Before you have children, your life seems pretty normal. You wake up in the morning, brush your teeth, put on your clothes for work and head out the door. It’s a pattern you repeat every day and, after a while, you become rather fond of it.
However, once you have kids, everything changes. All of a sudden you’re responsible for more people’s lives than just your own – and it has a massive impact on your psychology.
Going to work is no longer the quick efficient operation it used to be. Instead, you’ve got kids in the back of the car you need to take to school, not to mention the packed lunches to prepare and the shoe laces to tie before you get out of the door.
For many parents, it can all get a bit too much. Every day feels like an uphill struggle, and there’s no time to relax and recover. Welcome to the land of parental burnout.
What Is Parental Burnout?
Burnout is a term commonly used to describe a condition in which workers no longer feel motivated or enthusiastic about their jobs. Typically, it involves exhaustion combined with cynicism and general apathy. There’s no longer any motivation for the employee to continue trying so hard. In short, they’re done.
Parental burnout is something similar. It’s where you can no longer muster the energy to meet the demands of your children and you slowly become more inefficient, distant and exhausted. Even simple things, like making the beds, feels like a chore.

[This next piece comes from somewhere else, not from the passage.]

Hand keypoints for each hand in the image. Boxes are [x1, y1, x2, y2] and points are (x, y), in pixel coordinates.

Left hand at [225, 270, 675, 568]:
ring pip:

Parental burnout is becoming more common as our lives become filled with more and more time-consuming activities. Parents not only have to work in regular jobs, but they also need to prepare food, organize activities for their children and, critically, maintain a relationship with their partner.
Given these realities, it should come as little surprise that parental burnout is on the rise. Studies seem to suggest that it first emerged in the early 2000s in the form of emotional distancing and depersonalisation. Today it is more widespread, due to the intense pressures that many parents face.
It’s Not Just Depression
Parental burnout isn’t just another term for depression, according to researchers. There is some overlap, they say, but they are keen to point out that it is actually a distinct phenomenon. Depression often involves distancing, but burnout has the added element of cynicism as well.

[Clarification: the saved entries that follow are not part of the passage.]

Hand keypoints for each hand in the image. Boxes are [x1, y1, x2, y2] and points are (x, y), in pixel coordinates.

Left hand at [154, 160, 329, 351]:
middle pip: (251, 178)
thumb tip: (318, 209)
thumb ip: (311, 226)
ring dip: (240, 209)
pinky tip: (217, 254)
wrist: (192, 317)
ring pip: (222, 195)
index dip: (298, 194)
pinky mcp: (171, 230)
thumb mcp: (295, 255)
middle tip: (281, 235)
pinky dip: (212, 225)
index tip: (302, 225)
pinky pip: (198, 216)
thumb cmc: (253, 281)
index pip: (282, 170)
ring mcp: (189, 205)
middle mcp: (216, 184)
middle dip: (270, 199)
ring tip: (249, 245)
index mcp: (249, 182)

Some researchers, however, are against pathologizing the condition. Parental burnout is something that is to be expected, they say. Bringing one or more children into the world is a full-time job and requires parents to make enormous sacrifices, many of which they will not like.
The problem, researchers claim, is that like everything else, the issue of parental burnout is getting amplified by the surrounding environment. The culture is becoming increasingly unhealthy in all areas, with signs of social breakdown cropping up all over the place.
Parents, for instance, are more competitive than ever before. People don’t just look after their own families and enjoy them for what they are. Instead, they look at their neighbor’s “better” family and wonder what they are doing wrong.
Guilt is another corrosive force that many parents experience while bringing up children. Parents want to feel like they are doing right by their children, but many believe that they are coming up short.
Pale-faced parents are struggling all over the place. Rehab center staff say that they are seeing increasing numbers of moms and dads struggling to cope with the daily pressures that they face.
Changing Parenting
Part of the blame comes down to the way parenting is changing. Go back fifty years, and the demands on parents were miniscule. Bringing up a child involved little more than providing them with shelter, feeding them and giving them the odd hug to let them know that things were going to be okay.
Contrast that to today where society expects much more from parents. Moms and dads are becoming more like personal assistants for their kids, ramping up the pressure further.
We’re also seeing substantial changes in working patterns. Historically, there was one member of the family who took care of all the odd chores around the home, including raising kids, and another who earned an income. But that’s all been changing in recent years, with more women entering the workforce. Trying to juggle a career and children at the same time is a massive challenge and one of the main drivers of the current burnout epidemic.